Russian spy Anna Chapman posed in the Russian version of Maxim magazine in the most provocative photographs yet to appear of the secret agent deported by the United States.
/ Source: TODAY news services

Russian spy Anna Chapman posed in the Russian version of Maxim magazine in the most provocative photographs yet to appear of the secret agent the United States deported earlier this year.

A photograph on Maxim's Russia website shows red-haired Chapman dressed in nylon and lace and posing with a handgun.

"Anna Chapman has done more to excite Russian patriotism than the Russian soccer team," the site says. The photographs and an interview with Chapman will be in the next issue of Maxim, which has included the sexy spy on its list of Russia's 100 sexiest women.

The United States deported Chapman and nine other spies in June.

The Kremlin has seized on the Cold War aspects of the case to try to boost the prestige of its intelligence services and avert what has widely been seen as a major disgrace for Russia's Foreign Intelligence Service (SVR), a successor to the KGB.

Although celebrated by the Kremlin and Russian media, the Russian spy ring was reported to have failed to secure any major intelligence before the arrests in the United States.

Russian President Dmitry Medvedev awarded the group of spies the country's highest state honors on Monday.

Anna Chapman rockets to fameChapman, whose glamorous pictures posted on social networking web site Facebook made her a media sensation, is the only one of the 10 spies to have made public appearances.

She posed in a racy photoshoot for a Russian magazine in August and appeared at the launch of a Russian space craft earlier this month as part of her new job as advisor to a bank that helps finance the space industry.

FondServisBank said it had hired Chapman to bring innovation to its information technologies. It did not escape Russians' attention that the initials of the bank, FSB, are the same as Russia's main spy agency.

The United States swapped the 10 Russians, accused of being sleeper agents in suburban America, with four imprisoned Russians who were accused of having traded secrets with the West.

Starting in the 1990s, from Virginia to Boston to Seattle, the agents attended elite Ivy League schools to meet future power brokers, obtained influential jobs, married, had children and bought homes in upscale areas.
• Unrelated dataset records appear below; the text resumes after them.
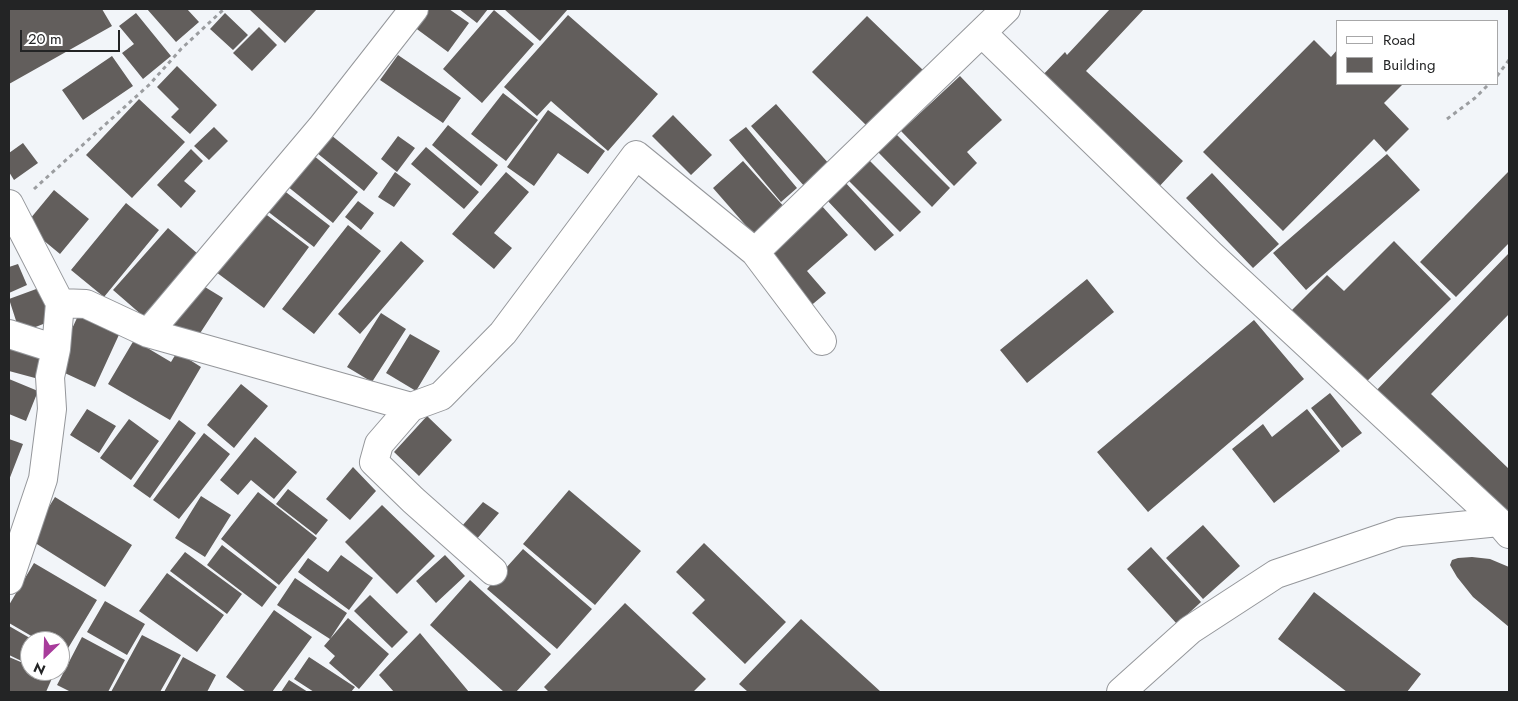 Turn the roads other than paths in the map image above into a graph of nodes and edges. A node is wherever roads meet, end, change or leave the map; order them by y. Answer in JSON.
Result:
{"nodes":[{"id":1,"x":414,"y":9,"type":"edge"},
{"id":2,"x":1006,"y":9,"type":"edge"},
{"id":3,"x":982,"y":33,"type":"junction"},
{"id":4,"x":10,"y":207,"type":"edge"},
{"id":5,"x":755,"y":252,"type":"junction"},
{"id":6,"x":60,"y":303,"type":"junction"},
{"id":7,"x":148,"y":333,"type":"junction"},
{"id":8,"x":9,"y":334,"type":"edge"},
{"id":9,"x":822,"y":341,"type":"dead end"},
{"id":10,"x":56,"y":349,"type":"junction"},
{"id":11,"x":411,"y":406,"type":"junction"},
{"id":12,"x":1504,"y":528,"type":"edge"},
{"id":13,"x":493,"y":571,"type":"dead end"},
{"id":14,"x":9,"y":580,"type":"edge"},
{"id":15,"x":1121,"y":692,"type":"edge"}],
"edges":[{"from":1,"to":7,"type":"street"},
{"from":2,"to":3,"type":"street"},
{"from":3,"to":5,"type":"street"},
{"from":3,"to":12,"type":"street"},
{"from":4,"to":6,"type":"street"},
{"from":5,"to":9,"type":"street"},
{"from":5,"to":11,"type":"street"},
{"from":6,"to":7,"type":"street"},
{"from":6,"to":10,"type":"street"},
{"from":7,"to":11,"type":"street"},
{"from":8,"to":10,"type":"street"},
{"from":10,"to":14,"type":"street"},
{"from":11,"to":13,"type":"street"},
{"from":12,"to":15,"type":"street"}]}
Court documents released in the United States described how the Russian agents hobnobbed with academics and assembled data on high-end Manhattan real estate but did not accuse them of actually passing classified information to Moscow.

The spies received a hero's welcome in Russia, with Prime Minister Vladimir Putin — himself a KGB agent in East Germany during the Soviet era — leading them in a patriotic singalong in July.